18 yıl sonra bugün, Orta Doğu birçok alanda çok ilerledi, bugün karşımızda çok farklı bir bölge var. Ancak Filistinliler hâlâ aynı noktada. Henüz bağımsız bir devletleri yok ve uluslararası hukuka göre yasa dışı sayılan İsrail yerleşim bölgeleri, her geçen gün Batı Şeria'daki topraklarına doğru ilerleyerek büyümeye devam ediyor.

İSRAİL, SUUDİ ARABİSTAN İLE NORMALLEŞMEYE NASIL YAKLAŞIYOR?

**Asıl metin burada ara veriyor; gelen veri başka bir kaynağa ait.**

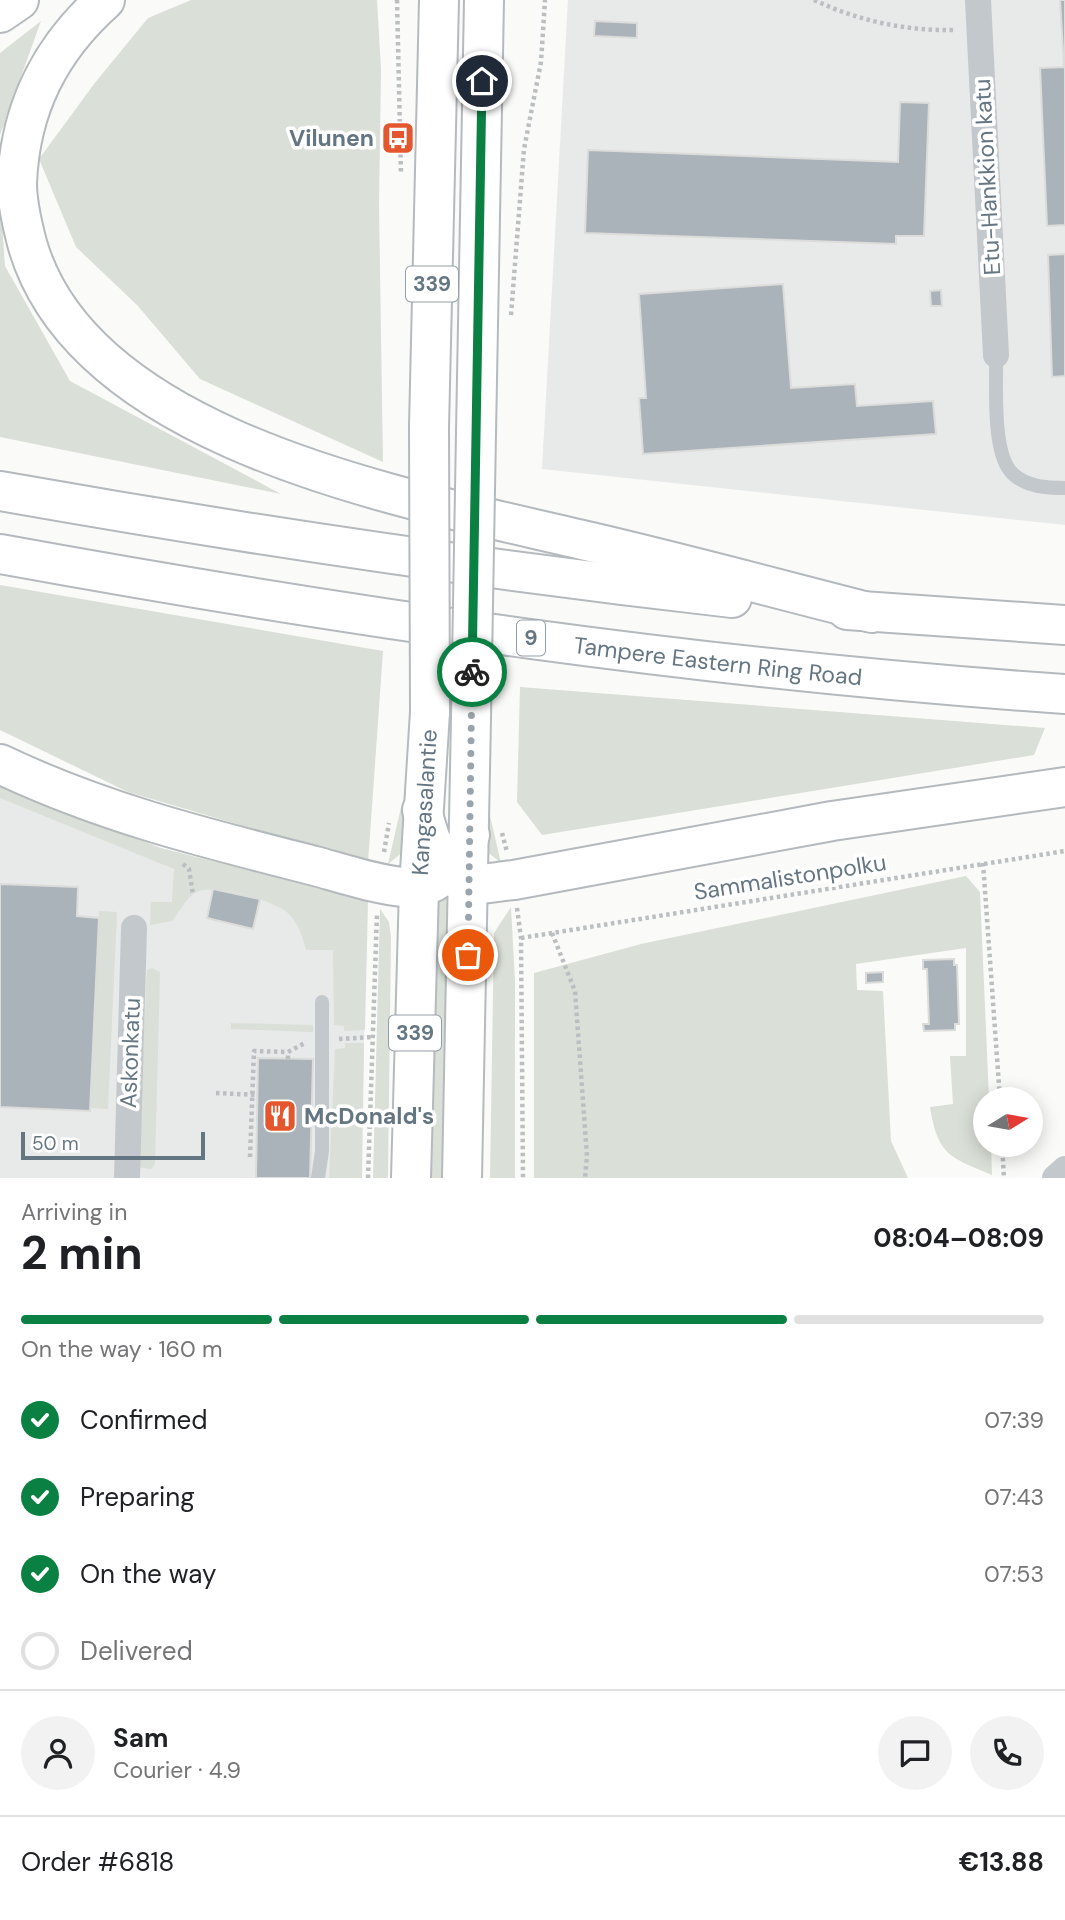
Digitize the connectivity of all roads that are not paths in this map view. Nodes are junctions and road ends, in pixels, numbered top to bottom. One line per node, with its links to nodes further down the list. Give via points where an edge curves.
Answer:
1 (19, 0): 6 (main road)
2 (105, 0): 11 (main road, via 56,53 37,86 24,123 17,193 32,261 46,292 88,348 116,371 188,417 251,447 327,473 408,498)
3 (439, 0): 16 (main road, Kangasalantie / 339, bridge, via 429,427 430,712 406,814)
4 (484, 0): 16 (main road, Kangasalantie / 339, bridge, via 471,718 485,830)
5 (978, 0): 7 (street, Etu-Hankkion katu)
6 (0, 13)
7 (996, 355): 8 (lane, via 998,437 1011,472 1024,482)
8 (1065, 488)
9 (0, 491): 11 (main road, via 346,549)
10 (0, 554): 13 (main road, Tampere Eastern Ring Road / 9, via 346,613 562,642)
11 (872, 613): 12 (main road)
12 (1065, 625)
13 (1065, 694)
14 (0, 764): 16 (main road, via 87,803 178,832 378,883)
15 (1065, 787): 16 (main road, via 832,821 514,880)
16 (446, 880): 22 (main road, Kangasalantie / 339); 23 (main road, Kangasalantie / 339)
17 (134, 928): 20 (street, Askonkatu)
18 (322, 1002): 21 (lane)
19 (1065, 1169): 24 (street)
20 (127, 1178)
21 (318, 1178)
22 (411, 1178)
23 (462, 1178)
24 (1055, 1178)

İsrailli yetkililer Prens Bender'in Al Arabiya'daki röportajı ilgili yorum yapmaktan kaçındı. Ancak Londra'daki İsrail Büyükelçiliği'nden bir sözcü, "Umarız daha fazla ülke Orta Doğu'daki yeni gerçekliğin farkına vararak uzlaşma yolunda bize katılır" dedi. Suudi Arabistan geleneksel olarak politika değişimlerinde çok ağır adımlar atan, atacağı her bir adımdan önce uzun uzun nabız yoklayan, büyük bir dikkatle ilerleyen bir ülke oldu.

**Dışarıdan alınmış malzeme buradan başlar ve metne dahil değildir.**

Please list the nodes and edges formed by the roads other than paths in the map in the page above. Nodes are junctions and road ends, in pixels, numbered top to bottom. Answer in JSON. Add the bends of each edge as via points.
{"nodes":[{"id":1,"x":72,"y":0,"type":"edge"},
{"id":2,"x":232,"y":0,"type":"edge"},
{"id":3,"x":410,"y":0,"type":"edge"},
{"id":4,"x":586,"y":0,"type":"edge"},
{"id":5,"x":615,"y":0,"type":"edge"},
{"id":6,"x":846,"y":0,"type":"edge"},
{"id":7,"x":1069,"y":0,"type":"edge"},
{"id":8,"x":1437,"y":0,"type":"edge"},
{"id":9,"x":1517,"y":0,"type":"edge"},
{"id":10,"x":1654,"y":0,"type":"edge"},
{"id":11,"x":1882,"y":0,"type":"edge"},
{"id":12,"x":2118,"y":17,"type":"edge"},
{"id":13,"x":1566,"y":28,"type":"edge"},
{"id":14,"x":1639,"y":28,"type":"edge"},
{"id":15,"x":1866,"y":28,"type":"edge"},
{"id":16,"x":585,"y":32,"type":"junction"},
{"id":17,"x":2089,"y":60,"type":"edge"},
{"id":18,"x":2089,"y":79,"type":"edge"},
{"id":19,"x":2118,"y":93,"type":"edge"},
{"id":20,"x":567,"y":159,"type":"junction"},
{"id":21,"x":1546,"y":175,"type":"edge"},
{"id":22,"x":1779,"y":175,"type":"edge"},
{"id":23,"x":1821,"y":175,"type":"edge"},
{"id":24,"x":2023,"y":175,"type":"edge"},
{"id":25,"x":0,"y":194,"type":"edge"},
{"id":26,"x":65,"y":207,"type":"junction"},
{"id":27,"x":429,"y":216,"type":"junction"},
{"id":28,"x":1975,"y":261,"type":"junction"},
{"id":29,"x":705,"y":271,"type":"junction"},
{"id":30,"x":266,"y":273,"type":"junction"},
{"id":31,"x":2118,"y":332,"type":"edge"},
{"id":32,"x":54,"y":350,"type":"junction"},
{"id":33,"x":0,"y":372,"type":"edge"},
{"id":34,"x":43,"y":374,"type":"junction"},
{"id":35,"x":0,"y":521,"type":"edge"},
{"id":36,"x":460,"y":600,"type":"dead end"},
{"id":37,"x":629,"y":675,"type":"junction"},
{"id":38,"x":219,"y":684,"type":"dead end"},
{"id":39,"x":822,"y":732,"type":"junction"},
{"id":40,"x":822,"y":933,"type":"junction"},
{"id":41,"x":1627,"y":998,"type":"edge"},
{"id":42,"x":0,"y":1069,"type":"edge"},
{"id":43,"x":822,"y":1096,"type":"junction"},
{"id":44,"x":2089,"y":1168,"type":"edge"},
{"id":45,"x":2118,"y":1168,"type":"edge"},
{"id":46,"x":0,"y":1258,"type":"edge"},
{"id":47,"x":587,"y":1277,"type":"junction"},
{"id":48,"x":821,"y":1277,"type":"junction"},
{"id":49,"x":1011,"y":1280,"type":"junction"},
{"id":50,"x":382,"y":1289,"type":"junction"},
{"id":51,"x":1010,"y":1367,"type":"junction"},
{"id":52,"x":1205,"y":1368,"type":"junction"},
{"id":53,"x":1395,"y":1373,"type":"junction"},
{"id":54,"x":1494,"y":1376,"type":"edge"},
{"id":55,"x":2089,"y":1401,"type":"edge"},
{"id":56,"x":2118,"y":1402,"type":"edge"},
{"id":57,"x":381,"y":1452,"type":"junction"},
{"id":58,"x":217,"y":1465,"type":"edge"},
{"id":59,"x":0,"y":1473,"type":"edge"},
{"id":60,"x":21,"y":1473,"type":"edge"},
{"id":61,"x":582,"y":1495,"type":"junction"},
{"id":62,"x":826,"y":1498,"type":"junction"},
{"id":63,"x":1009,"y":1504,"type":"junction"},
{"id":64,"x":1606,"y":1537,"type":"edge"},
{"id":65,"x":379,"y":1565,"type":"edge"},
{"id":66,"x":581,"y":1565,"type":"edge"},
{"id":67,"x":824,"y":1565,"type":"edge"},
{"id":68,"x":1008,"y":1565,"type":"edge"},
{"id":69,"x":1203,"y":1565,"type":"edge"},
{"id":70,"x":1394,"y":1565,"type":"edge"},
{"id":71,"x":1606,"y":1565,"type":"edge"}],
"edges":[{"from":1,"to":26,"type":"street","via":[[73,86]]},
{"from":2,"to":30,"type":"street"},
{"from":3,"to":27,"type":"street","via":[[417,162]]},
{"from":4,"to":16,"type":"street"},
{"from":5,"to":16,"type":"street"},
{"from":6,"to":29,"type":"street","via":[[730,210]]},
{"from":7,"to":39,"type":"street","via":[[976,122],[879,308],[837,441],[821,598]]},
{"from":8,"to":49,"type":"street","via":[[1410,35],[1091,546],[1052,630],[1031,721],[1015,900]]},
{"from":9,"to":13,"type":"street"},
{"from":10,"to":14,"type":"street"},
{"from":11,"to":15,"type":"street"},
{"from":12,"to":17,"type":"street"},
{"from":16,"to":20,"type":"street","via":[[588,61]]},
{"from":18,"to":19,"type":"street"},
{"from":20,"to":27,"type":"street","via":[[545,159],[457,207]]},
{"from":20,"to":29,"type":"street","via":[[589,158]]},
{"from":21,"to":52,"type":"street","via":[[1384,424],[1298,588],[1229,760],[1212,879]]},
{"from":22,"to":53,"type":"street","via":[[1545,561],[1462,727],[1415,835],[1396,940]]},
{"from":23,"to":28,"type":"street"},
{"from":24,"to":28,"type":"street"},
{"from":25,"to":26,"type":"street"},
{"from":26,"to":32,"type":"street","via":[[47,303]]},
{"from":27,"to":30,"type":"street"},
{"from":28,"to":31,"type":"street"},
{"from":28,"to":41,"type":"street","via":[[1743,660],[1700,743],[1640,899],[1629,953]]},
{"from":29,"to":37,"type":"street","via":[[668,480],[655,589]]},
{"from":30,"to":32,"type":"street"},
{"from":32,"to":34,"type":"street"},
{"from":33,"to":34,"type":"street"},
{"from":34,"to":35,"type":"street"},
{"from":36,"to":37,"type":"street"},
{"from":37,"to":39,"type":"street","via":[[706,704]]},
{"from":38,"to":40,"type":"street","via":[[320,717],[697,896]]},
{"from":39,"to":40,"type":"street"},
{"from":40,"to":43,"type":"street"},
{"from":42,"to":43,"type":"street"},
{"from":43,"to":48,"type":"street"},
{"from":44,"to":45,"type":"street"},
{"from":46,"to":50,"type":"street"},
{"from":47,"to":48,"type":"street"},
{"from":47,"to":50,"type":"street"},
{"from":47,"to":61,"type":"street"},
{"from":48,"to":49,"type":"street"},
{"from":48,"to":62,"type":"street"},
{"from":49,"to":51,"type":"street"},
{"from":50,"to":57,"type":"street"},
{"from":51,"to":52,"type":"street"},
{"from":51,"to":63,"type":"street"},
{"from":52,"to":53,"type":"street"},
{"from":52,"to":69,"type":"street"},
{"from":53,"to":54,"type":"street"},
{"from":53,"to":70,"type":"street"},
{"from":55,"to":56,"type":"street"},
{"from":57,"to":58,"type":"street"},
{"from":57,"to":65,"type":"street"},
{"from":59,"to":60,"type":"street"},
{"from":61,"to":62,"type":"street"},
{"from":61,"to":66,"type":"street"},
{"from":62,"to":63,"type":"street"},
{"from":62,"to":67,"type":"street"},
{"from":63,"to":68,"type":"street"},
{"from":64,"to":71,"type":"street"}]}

Ancak bu disiplinden bağımsız olan Muhammed Bin Selman'ın sahneye çıkarak veliaht prens olmasıyla birlikte, bu durum tamamen değişti. Sadece diplomasi alanında değil, toplumsal alanda da ciddi değişiklikler oldu. Artık kadınlar tek başlarına araba kullanabiliyor, kamusal alanda eğlence düzenlenebiliyor ve ülke, yavaş da olsa turizme açılıyor. Tüm bu gelişmeleri göz önüne alarak şunu söyleyebiliriz: Suudi-İsrail barış anlaşması, çok yakın zamanda olmasa bile, artık mümkün görünüyor.